"""

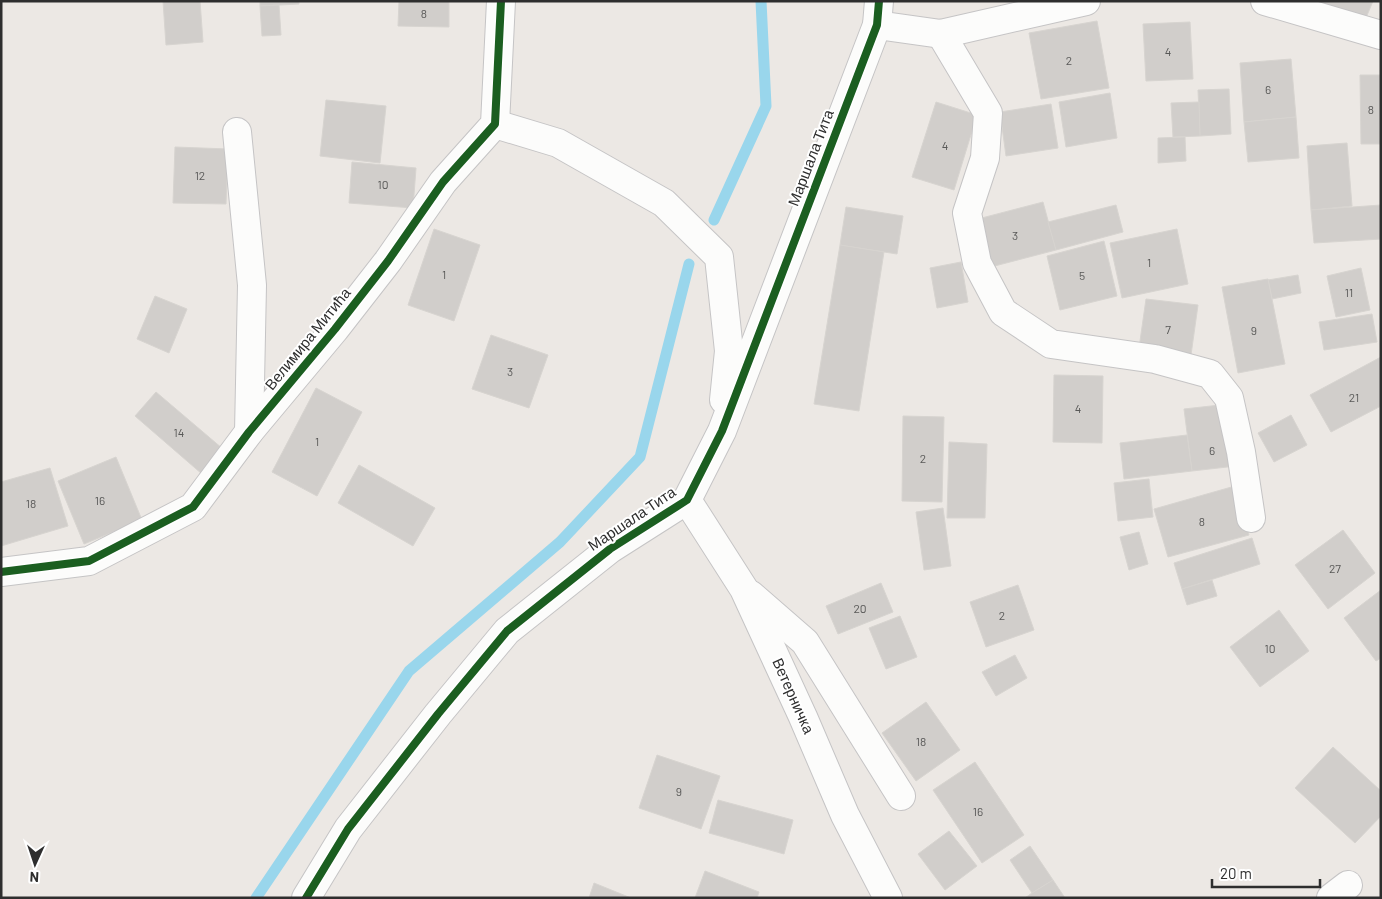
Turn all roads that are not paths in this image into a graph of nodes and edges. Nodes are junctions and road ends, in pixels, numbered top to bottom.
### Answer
1 (501, 1) edge
2 (1086, 1) edge
3 (1265, 1) edge
4 (878, 13) edge
5 (941, 34) junction
6 (1381, 35) edge
7 (495, 124) junction
8 (237, 132) dead end
9 (722, 431) junction
10 (249, 432) junction
11 (687, 500) junction
12 (1251, 518) dead end
13 (1, 572) edge
14 (744, 589) junction
15 (901, 796) dead end
16 (306, 898) edge
17 (888, 898) edge

1 - 7 street
2 - 5 street
3 - 6 street
4 - 5 street
4 - 9 street, Маршала Тита
5 - 12 street
7 - 9 street
7 - 10 street, Велимира Митића
8 - 10 street
9 - 11 street, Маршала Тита
10 - 13 street, Велимира Митића
11 - 14 street, Ветерничка
11 - 16 street, Маршала Тита
14 - 15 street
14 - 17 street, Ветерничка

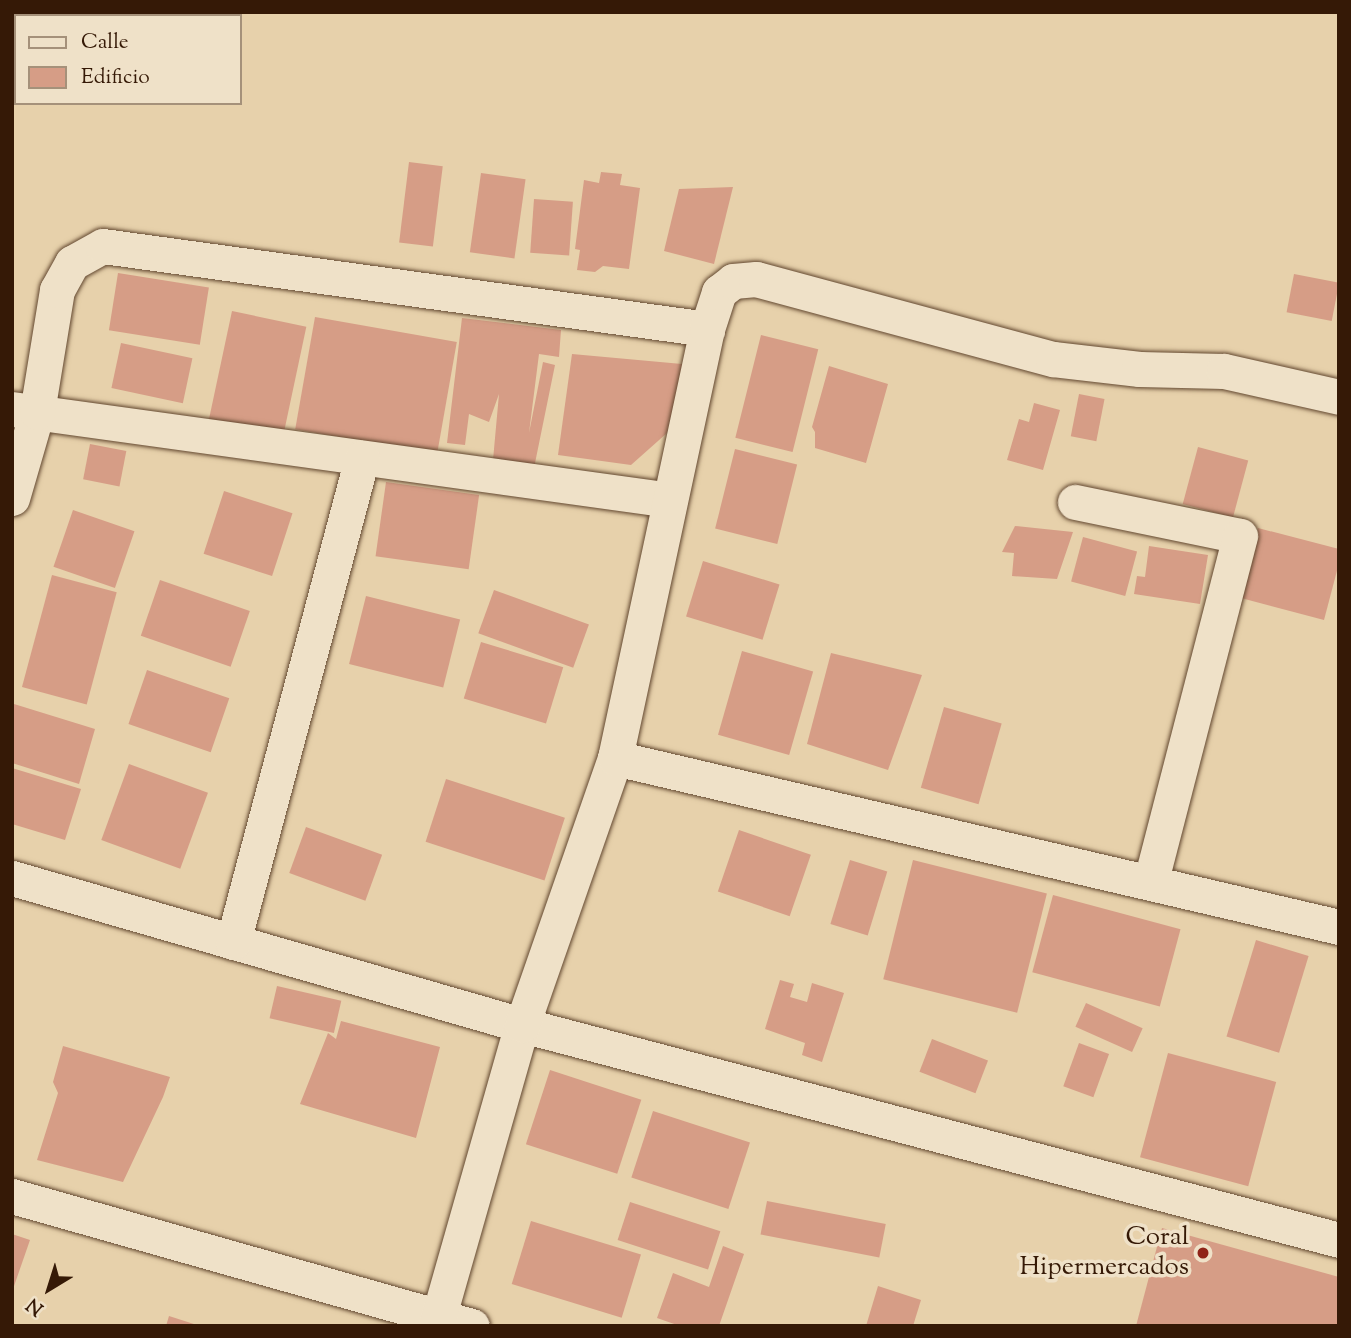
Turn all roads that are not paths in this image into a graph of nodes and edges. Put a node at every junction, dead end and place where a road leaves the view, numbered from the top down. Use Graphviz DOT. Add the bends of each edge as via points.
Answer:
graph roads {
  1 [pos="707,329"];
  2 [pos="1339,397"];
  3 [pos="25,410"];
  4 [pos="362,458"];
  5 [pos="12,498"];
  6 [pos="670,500"];
  7 [pos="1075,502"];
  8 [pos="615,758"];
  9 [pos="12,878"];
  10 [pos="1150,883"];
  11 [pos="1339,927"];
  12 [pos="233,942"];
  13 [pos="522,1025"];
  14 [pos="12,1196"];
  15 [pos="1339,1240"];
  16 [pos="438,1320"];
  17 [pos="472,1326"];
  1 -- 2 [label="street" via="719,292 733,281 757,279 1053,359 1139,369 1224,371"];
  1 -- 3 [label="street" via="103,246 72,263 57,290"];
  1 -- 6 [label="street"];
  3 -- 4 [label="street"];
  3 -- 5 [label="street"];
  4 -- 6 [label="street"];
  4 -- 12 [label="street"];
  6 -- 8 [label="street"];
  7 -- 10 [label="street" via="1240,536"];
  8 -- 10 [label="street"];
  8 -- 13 [label="street"];
  9 -- 12 [label="street"];
  10 -- 11 [label="street"];
  12 -- 13 [label="street"];
  13 -- 15 [label="street"];
  13 -- 16 [label="street"];
  14 -- 16 [label="street"];
  16 -- 17 [label="street"];
}
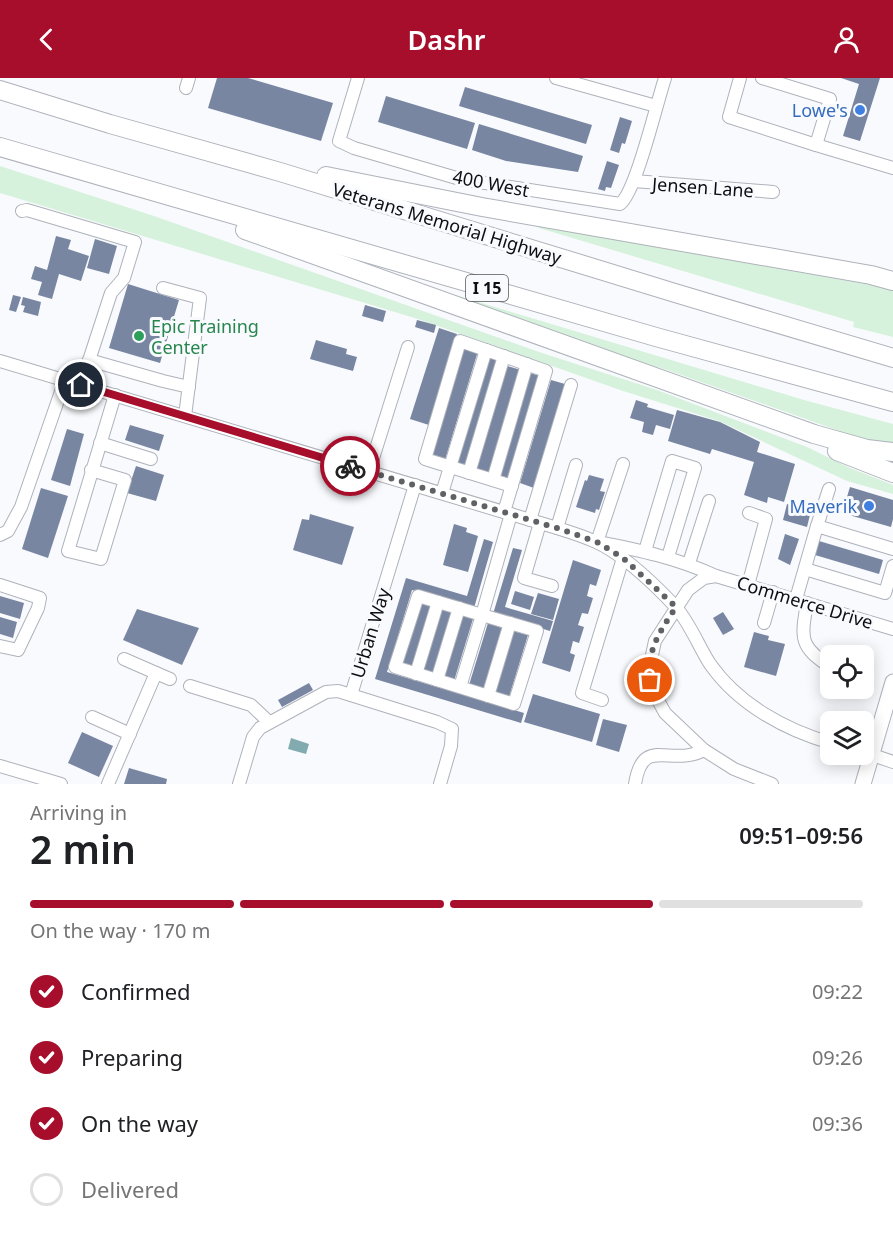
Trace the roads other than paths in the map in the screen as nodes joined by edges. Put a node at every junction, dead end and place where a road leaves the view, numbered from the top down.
1 (358, 78) edge
2 (556, 78) edge
3 (665, 78) edge
4 (741, 78) edge
5 (762, 78) edge
6 (0, 90) edge
7 (656, 106) junction
8 (816, 146) junction
9 (0, 147) edge
10 (893, 168) edge
11 (82, 172) junction
12 (280, 172) junction
13 (634, 182) junction
14 (773, 192) dead end
15 (22, 211) dead end
16 (893, 274) edge
17 (871, 275) junction
18 (893, 281) edge
19 (163, 288) dead end
20 (408, 347) dead end
21 (486, 350) junction
22 (504, 357) junction
23 (893, 358) edge
24 (89, 360) junction
25 (0, 361) edge
26 (527, 364) junction
27 (65, 380) junction
28 (81, 385) junction
29 (571, 385) dead end
30 (189, 387) junction
31 (115, 395) junction
32 (893, 402) edge
33 (185, 416) junction
34 (814, 434) junction
35 (100, 443) junction
36 (893, 452) edge
37 (151, 459) dead end
38 (623, 464) dead end
39 (576, 465) dead end
40 (450, 467) junction
41 (92, 470) junction
42 (369, 471) junction
43 (469, 473) junction
44 (893, 473) edge
45 (493, 480) junction
46 (415, 485) junction
47 (512, 486) junction
48 (829, 489) dead end
49 (442, 493) junction
50 (709, 501) dead end
51 (508, 513) junction
52 (749, 513) dead end
53 (535, 521) junction
54 (818, 526) junction
55 (557, 528) junction
56 (0, 535) edge
57 (597, 542) junction
58 (893, 549) edge
59 (645, 551) junction
60 (668, 557) junction
61 (623, 558) junction
62 (689, 563) junction
63 (893, 566) edge
64 (805, 569) junction
65 (716, 576) junction
66 (0, 585) edge
67 (748, 585) junction
68 (552, 586) dead end
69 (773, 592) junction
70 (801, 601) junction
71 (438, 602) junction
72 (676, 607) junction
73 (459, 608) junction
74 (482, 615) junction
75 (510, 623) junction
76 (764, 623) dead end
77 (893, 629) edge
78 (0, 646) edge
79 (124, 659) dead end
80 (820, 660) edge
81 (156, 673) junction
82 (416, 674) junction
83 (170, 679) dead end
84 (437, 680) junction
85 (893, 682) edge
86 (190, 686) dead end
87 (459, 687) junction
88 (351, 695) junction
89 (488, 696) junction
90 (602, 700) dead end
91 (92, 717) dead end
92 (269, 722) junction
93 (130, 734) junction
94 (874, 737) edge
95 (820, 739) edge
96 (704, 750) junction
97 (874, 756) edge
98 (893, 762) edge
99 (866, 765) edge
100 (0, 766) edge
101 (61, 784) edge
102 (108, 784) edge
103 (239, 784) edge
104 (440, 784) edge
105 (635, 784) edge
106 (772, 784) edge
107 (863, 784) edge

1 - 13 street, 400 West
2 - 7 street
3 - 7 street, Jensen Lane
4 - 8 street
5 - 8 street
6 - 12 highway, Veterans Memorial Highway
7 - 13 street, Jensen Lane
8 - 10 street
9 - 11 highway, I 15
11 - 32 highway, I 15
11 - 34 highway
12 - 17 highway
12 - 23 highway, Veterans Memorial Highway
13 - 14 street, Jensen Lane
15 - 24 street
16 - 17 highway
17 - 18 highway
19 - 30 street
20 - 42 street
21 - 22 street
21 - 40 street
21 - 40 street
22 - 26 street
22 - 43 street
24 - 28 street
24 - 30 street
25 - 27 street, Commerce Drive
26 - 45 street
26 - 47 street
27 - 28 street, Commerce Drive
27 - 56 street
28 - 31 street, Commerce Drive
29 - 53 street
30 - 33 street
31 - 33 street, Commerce Drive
31 - 35 street
33 - 42 street, Commerce Drive
34 - 36 highway
34 - 44 highway
35 - 37 street
35 - 41 street
38 - 57 street
39 - 55 street
40 - 43 street
40 - 49 street
41 - 41 street
42 - 46 street, Commerce Drive
43 - 45 street
45 - 47 street
46 - 49 street, Commerce Drive
46 - 88 street, Urban Way
47 - 51 street
48 - 54 street
49 - 51 street, Commerce Drive
50 - 62 street
51 - 53 street, Commerce Drive
51 - 74 street
52 - 67 street
53 - 55 street, Commerce Drive
53 - 68 street
54 - 58 street
54 - 64 street
55 - 57 street, Commerce Drive
57 - 59 street, Commerce Drive
57 - 61 street, Commerce Drive
59 - 60 street, Commerce Drive
59 - 60 street
60 - 62 street, Commerce Drive
61 - 72 street, Commerce Drive
61 - 90 street
62 - 65 street, Commerce Drive
63 - 64 street
64 - 70 street
65 - 67 street, Commerce Drive
65 - 72 street, Commerce Drive
66 - 78 street
67 - 69 street, Commerce Drive
69 - 70 street, Commerce Drive
69 - 76 street
70 - 77 street, Commerce Drive
70 - 80 street
71 - 73 street
71 - 82 street
71 - 82 street
72 - 95 street
72 - 96 street
73 - 74 street
73 - 84 street
74 - 75 street
74 - 87 street
75 - 89 street
75 - 89 street
79 - 81 street
81 - 83 street
81 - 93 street
82 - 84 street
84 - 87 street
85 - 94 main road
86 - 92 street
87 - 89 street
88 - 92 street, Urban Way
88 - 104 street
91 - 93 street
92 - 103 street, Urban Way
93 - 102 street
96 - 105 street
96 - 106 street
97 - 98 street
99 - 107 main road
100 - 101 street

"""

■ Your goal ■
Search the entries for "Jensen" and show every line that has it.

■ Output of the exercise ■
3 - 7 street, Jensen Lane
7 - 13 street, Jensen Lane
13 - 14 street, Jensen Lane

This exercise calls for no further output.